Goal of the exercise
Without including any images, output the listing below exactly.

Input data
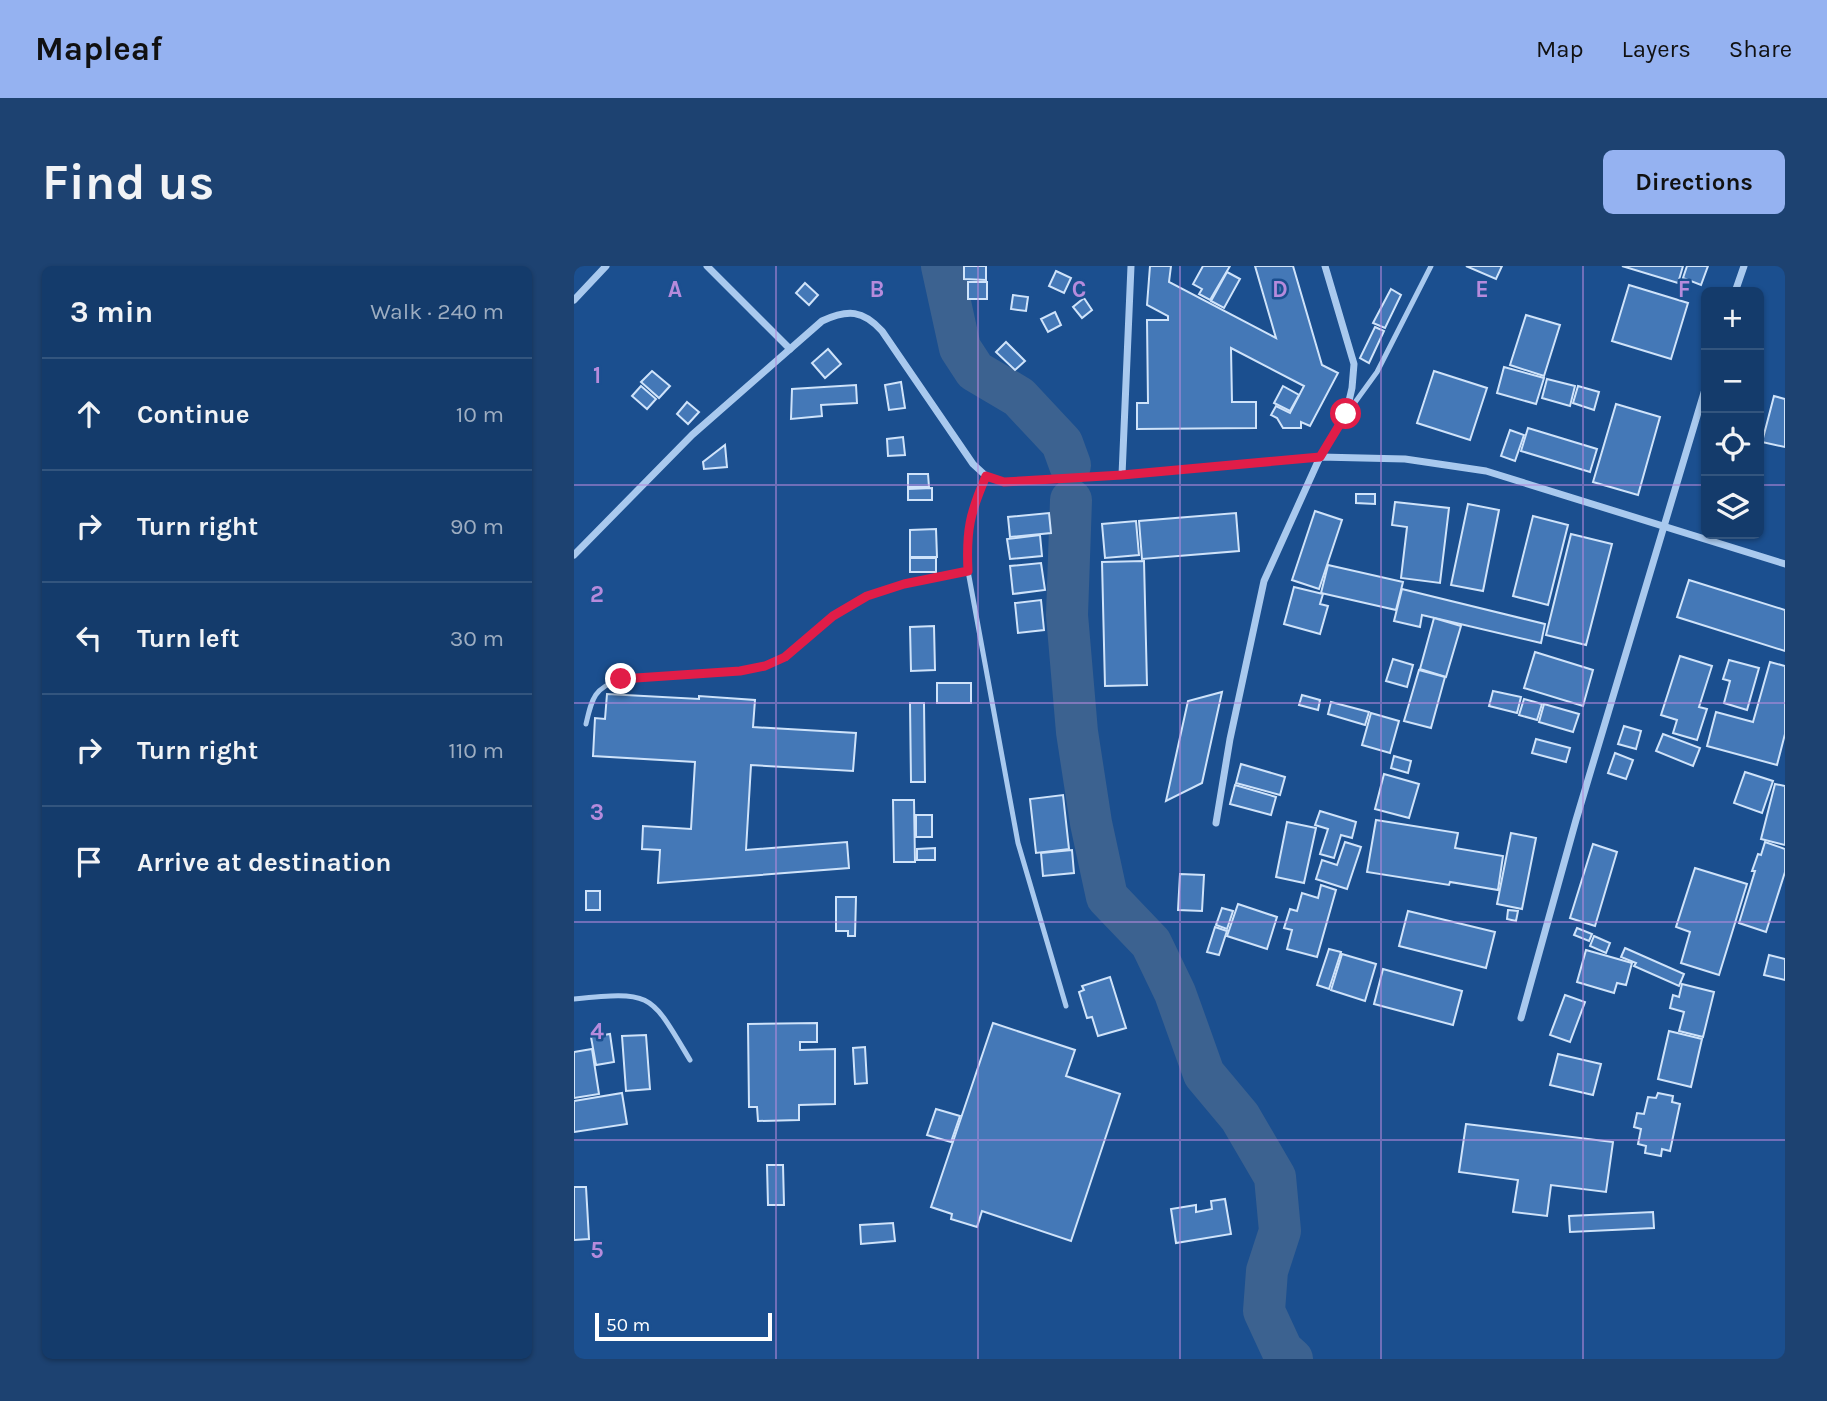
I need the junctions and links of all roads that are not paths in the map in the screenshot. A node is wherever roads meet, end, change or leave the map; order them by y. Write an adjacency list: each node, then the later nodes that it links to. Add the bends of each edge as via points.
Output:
1 (606, 266): 8 (street)
2 (708, 266): 9 (street)
3 (1131, 266): 13 (street)
4 (1325, 266): 11 (street, via 1354,364)
5 (1431, 266): 11 (lane, via 1377,372)
6 (1744, 266): 7 (street)
7 (1737, 287)
8 (574, 300)
9 (790, 349): 14 (street, via 822,321 838,314 857,313 872,320); 16 (street, via 692,435)
10 (1701, 402): 15 (street)
11 (1346, 414): 12 (street)
12 (1320, 457): 13 (street); 15 (street, via 1405,459 1486,471); 20 (street, via 1264,582)
13 (1122, 475): 14 (street, via 1004,482)
14 (986, 476): 18 (lane, via 971,509 966,538)
15 (1662, 527): 17 (street); 23 (street)
16 (574, 555)
17 (1785, 564)
18 (968, 571): 19 (lane, via 867,596 833,616 785,657 765,666 604,684 592,699); 22 (lane, via 1018,843)
19 (586, 724)
20 (1216, 823)
21 (574, 999): 24 (lane, via 623,994 646,999 663,1015)
22 (1066, 1006)
23 (1521, 1018)
24 (690, 1060)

Output below
I need the junctions and links of all roads that are not paths in the map in the screenshot. A node is wherever roads meet, end, change or leave the map; order them by y. Write an adjacency list: each node, then the later nodes that it links to. Add the bends of each edge as via points.
Output:
1 (606, 266): 8 (street)
2 (708, 266): 9 (street)
3 (1131, 266): 13 (street)
4 (1325, 266): 11 (street, via 1354,364)
5 (1431, 266): 11 (lane, via 1377,372)
6 (1744, 266): 7 (street)
7 (1737, 287)
8 (574, 300)
9 (790, 349): 14 (street, via 822,321 838,314 857,313 872,320); 16 (street, via 692,435)
10 (1701, 402): 15 (street)
11 (1346, 414): 12 (street)
12 (1320, 457): 13 (street); 15 (street, via 1405,459 1486,471); 20 (street, via 1264,582)
13 (1122, 475): 14 (street, via 1004,482)
14 (986, 476): 18 (lane, via 971,509 966,538)
15 (1662, 527): 17 (street); 23 (street)
16 (574, 555)
17 (1785, 564)
18 (968, 571): 19 (lane, via 867,596 833,616 785,657 765,666 604,684 592,699); 22 (lane, via 1018,843)
19 (586, 724)
20 (1216, 823)
21 (574, 999): 24 (lane, via 623,994 646,999 663,1015)
22 (1066, 1006)
23 (1521, 1018)
24 (690, 1060)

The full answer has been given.